Perhaps fluorine’s most potent threat though, comes from its use in compounds that can be handled with little to no risk. Fluorine is used to create chlorofluorocarbons, known as CFC’s. CFC’s were once widely used as the cooling fluid of refrigerators and air-conditioners, as well as the propellant for aerosol cans of paint and hairspray. They are inert compounds that do not react with other substances, are non-toxic and initially appeared to pose little risk to human populations. Consequently they were widely used before researchers realized that CFC’s released into the atmosphere pose a serious threat to the atmospheric ozone layer that protects the Earth’s land life from harmful ultraviolet radiation that can cause cancer and mutations. As ozone naturally forms and breaks apart, it absorbs ultraviolet radiation from the sun, thus shielding the Earth’s surface (and much of its life) from this harmful radiation.
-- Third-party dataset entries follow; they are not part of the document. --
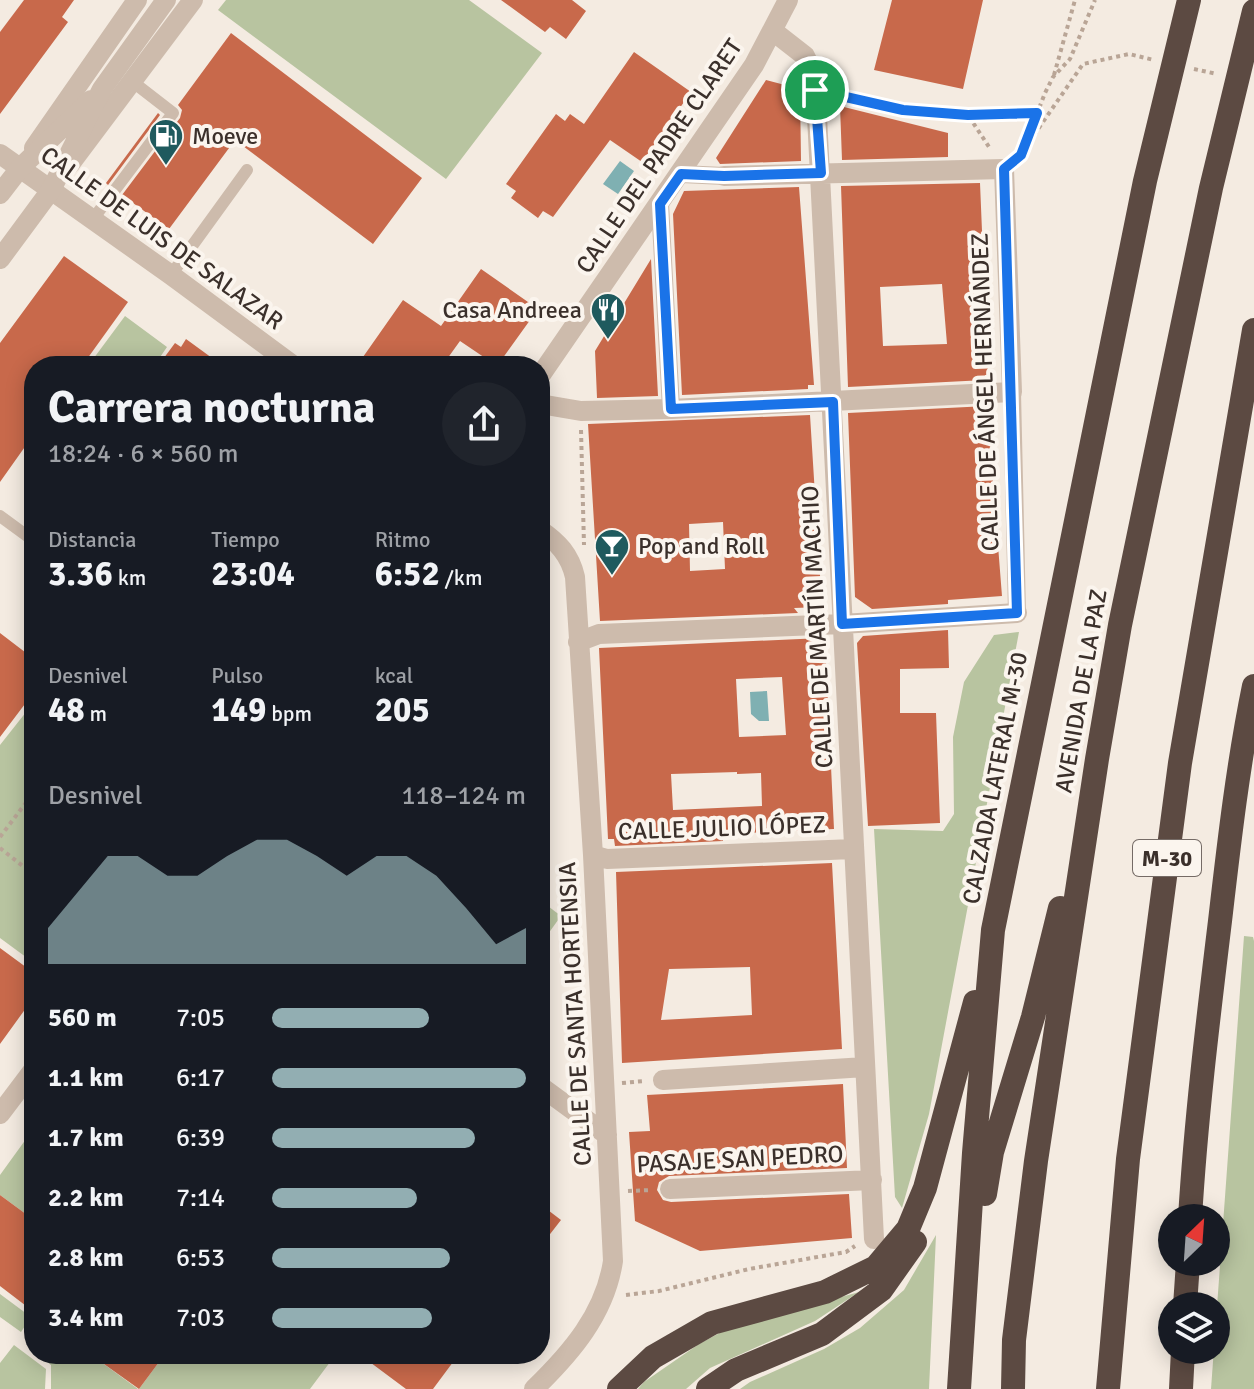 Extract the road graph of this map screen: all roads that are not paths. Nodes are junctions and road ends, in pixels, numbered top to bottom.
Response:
1 (137, 0) edge
2 (166, 0) edge
3 (193, 0) edge
4 (788, 0) edge
5 (1189, 0) edge
6 (1254, 11) edge
7 (773, 31) junction
8 (133, 82) junction
9 (102, 89) junction
10 (0, 154) edge
11 (20, 168) junction
12 (247, 170) dead end
13 (821, 173) junction
14 (681, 174) junction
15 (724, 176) joint
16 (51, 190) junction
17 (0, 194) edge
18 (660, 204) junction
19 (93, 219) junction
20 (0, 259) edge
21 (171, 275) junction
22 (1254, 330) edge
23 (280, 356) edge
24 (550, 362) edge
25 (1012, 392) junction
26 (833, 402) junction
27 (550, 406) edge
28 (671, 409) junction
29 (0, 516) edge
30 (24, 534) edge
31 (550, 538) edge
32 (1017, 613) joint
33 (842, 624) junction
34 (578, 642) junction
35 (1254, 686) edge
36 (1097, 759) junction
37 (853, 849) junction
38 (593, 855) junction
39 (993, 930) junction
40 (968, 1032) junction
41 (865, 1067) junction
42 (663, 1080) road end
43 (24, 1082) edge
44 (550, 1093) edge
45 (0, 1114) edge
46 (607, 1135) junction
47 (872, 1180) junction
48 (670, 1189) road end
49 (1191, 1204) edge
50 (874, 1237) road end
51 (963, 1313) junction
52 (1182, 1364) edge
53 (534, 1389) edge
54 (619, 1389) edge
55 (708, 1389) edge
56 (959, 1389) edge
57 (1013, 1389) edge
58 (1108, 1389) edge
59 (1181, 1389) edge

1 - 11 street
2 - 9 street
3 - 8 street
4 - 7 street, CALLE DEL PADRE CLARET
5 - 39 highway, CALZADA LATERAL M-30
6 - 36 highway, AVENIDA DE LA PAZ
7 - 13 street, CALLE DE MARTÍN MACHIO
7 - 14 street, CALLE DEL PADRE CLARET
8 - 16 street
8 - 19 lane
9 - 11 street
9 - 16 street
10 - 11 street, CALLE DE LUIS DE SALAZAR
11 - 16 street, CALLE DE LUIS DE SALAZAR
11 - 17 street
12 - 21 lane
13 - 15 street
13 - 25 street, CALLE DE ÁNGEL HERNÁNDEZ
13 - 26 street, CALLE DE MARTÍN MACHIO
14 - 15 street
14 - 18 street, CALLE DEL PADRE CLARET
16 - 19 street, CALLE DE LUIS DE SALAZAR
16 - 20 street
18 - 24 street, CALLE DEL PADRE CLARET
18 - 28 street
19 - 21 street, CALLE DE LUIS DE SALAZAR
21 - 23 street, CALLE DE LUIS DE SALAZAR
22 - 58 highway, M-30
25 - 26 street
25 - 32 street, CALLE DE ÁNGEL HERNÁNDEZ
26 - 28 street
26 - 33 street, CALLE DE MARTÍN MACHIO
27 - 28 street
29 - 30 lane
31 - 34 street, CALLE DE SANTA HORTENSIA
32 - 33 street
33 - 34 street
33 - 37 street, CALLE DE MARTÍN MACHIO
34 - 38 street, CALLE DE SANTA HORTENSIA
35 - 49 highway, M-30
36 - 51 highway
36 - 57 highway, AVENIDA DE LA PAZ
37 - 38 street, CALLE JULIO LÓPEZ
37 - 41 street, CALLE DE MARTÍN MACHIO
38 - 46 street, CALLE DE SANTA HORTENSIA
39 - 40 highway
39 - 51 highway, CALZADA LATERAL M-30
40 - 54 highway
40 - 55 highway
41 - 42 street
41 - 47 street, CALLE DE MARTÍN MACHIO
43 - 45 street
44 - 46 street
46 - 53 street, CALLE DE SANTA HORTENSIA
47 - 48 street, PASAJE SAN PEDRO
47 - 50 street, CALLE DE MARTÍN MACHIO
51 - 56 highway, CALZADA LATERAL M-30
52 - 59 highway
However, CFC’s in the high atmosphere help to speed up the process of ozone breaking down, so that much less ultraviolet radiation is absorbed. The radiation that is no longer absorbed can reach the Earth’s surface and poses a particular threat to populations living in high latitude areas, where this process of ‘ozone depletion’ is the most effective. International agreements have now banned the manufacture and use of CFC’s in many nations, but unfortunately this ban is not global so CFC’s still pose a potent, long-term environmental risk.
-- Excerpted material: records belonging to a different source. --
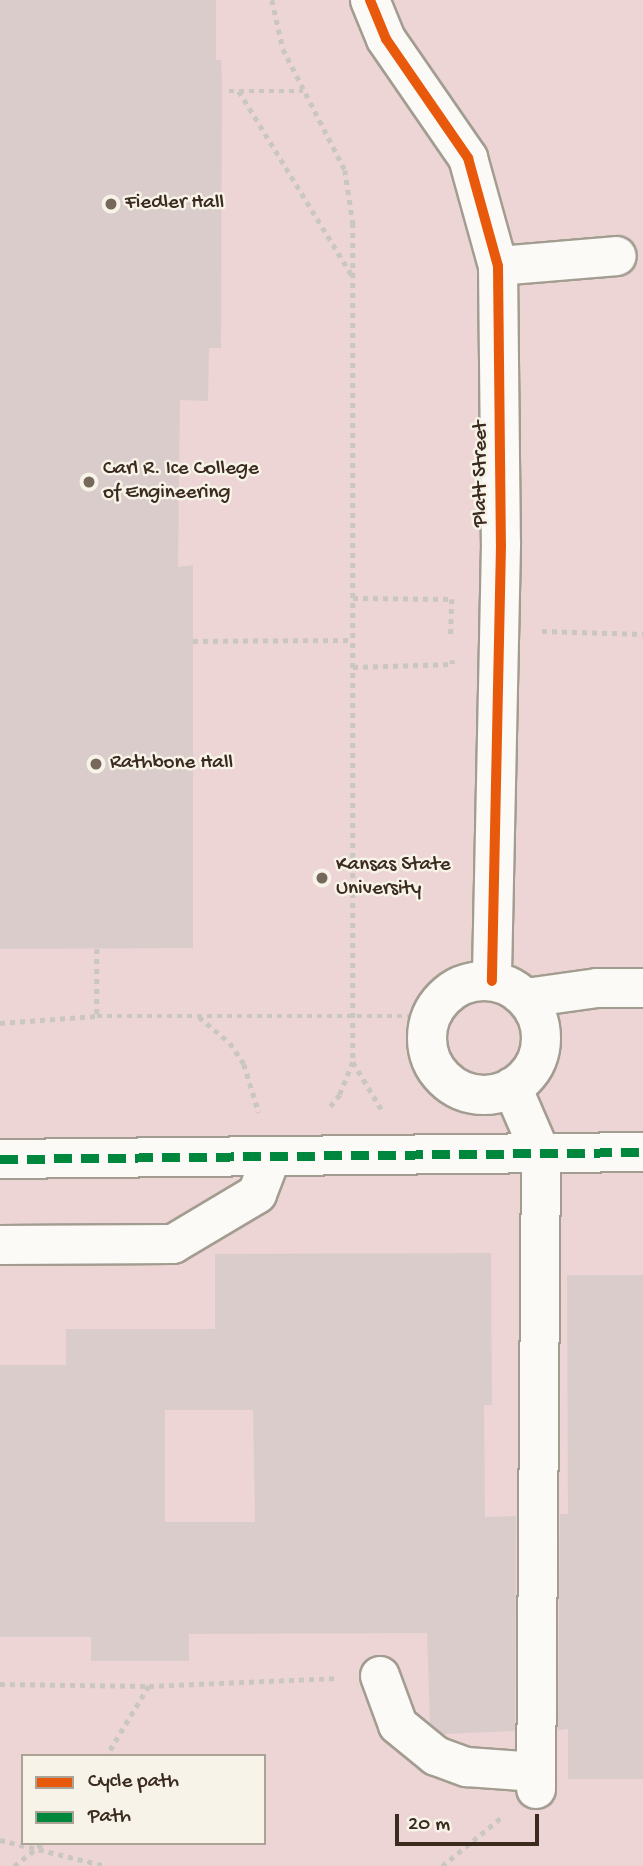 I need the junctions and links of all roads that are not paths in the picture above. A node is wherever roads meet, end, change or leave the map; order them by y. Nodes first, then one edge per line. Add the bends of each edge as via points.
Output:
1 (370, 0) edge
2 (617, 256) dead end
3 (498, 266) junction
4 (492, 981) junction
5 (643, 988) edge
6 (526, 998) junction
7 (512, 1087) junction
8 (643, 1152) edge
9 (541, 1154) junction
10 (271, 1157) junction
11 (0, 1159) edge
12 (0, 1245) edge
13 (380, 1676) road end

1 - 3 street, Platt Street via 386,39 468,158
2 - 3 street
3 - 4 street, Platt Street via 501,545
4 - 6 street
4 - 7 street via 455,988 430,1016 428,1054 449,1084 484,1095
5 - 6 street via 597,988
6 - 7 street via 536,1014 539,1052 532,1069
7 - 9 street
8 - 9 street
9 - 10 street
9 - 13 street via 536,1781 467,1768 436,1756 398,1724
10 - 11 street
10 - 12 street via 257,1194 173,1244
Fluorite in the Upper Midwest:

Thick widespread carbonate rock units of the Upper Mississippi River Valley once hosted large amounts of fluorite. These deposits formed as hydrothermal fluids moved along fractures in the carbonate rock, altering or dissolving the carbonate minerals and precipitating a wide variety of metallic ores and pore-filling minerals, including fluorite. Most of the richest fluorite deposits have now been mined out, but some fluorite can still be found, especially in Illinois’ Hardin and Pope Counties.

Fluorite Gallery

 

 

Commonly confused with...

Fluorite commonly forms transparent to translucent crystals that can initially be mistaken for a variety of other minerals. Misidentifications may also arise due to the wide range of colors that fluorite can exhibit. However, fluorite’s intermediate hardness, perfect cleavage in four directions, and common fluorescence should allow it to be easily distinguished from other minerals that share a similar appearance.

Quartz:

At first glance, fluorite crystals may be mistaken for quartz crystals, especially the purple variety of quartz known as amethyst. However, quartz is much harder than fluorite. It will scratch glass and, unlike fluorite, it cannot be easily scratched by metal. Quartz also lacks any cleavage and breaks in a conchoidal manner, while fluorite has four perfect cleavage directions. In addition, fluorite will often fluoresce under ultraviolet light.

Halite:

Halite is another halide mineral that also shares a similar crystal form with fluorite. The two can be distinguished, however, by their different cleavages, their taste, and their different hardness. Fluorite cleaves in four directions to form octahedrons, while halite has perfect cleavage in three directions to form cubes, so the cleavage planes of halite always form at right angles to one another. Halite has a distinctive salty taste and is softer than fluorite, being easily scratched by a fingernail. With a hardness of 4, fluorite is more resistant to being scratched, although it is still much softer than glass or metal.

Calcite:

Calcite and fluorite can be distinguished by differences in cleavage. Fluorite cleaves in four directions to form octahedrons, while calcite cleaves in three directions to form rhombohedra. The two share a similar hardness, but calcite will readily bubble, or effervesce, in dilute acid, while fluorite does not react to dilute acid.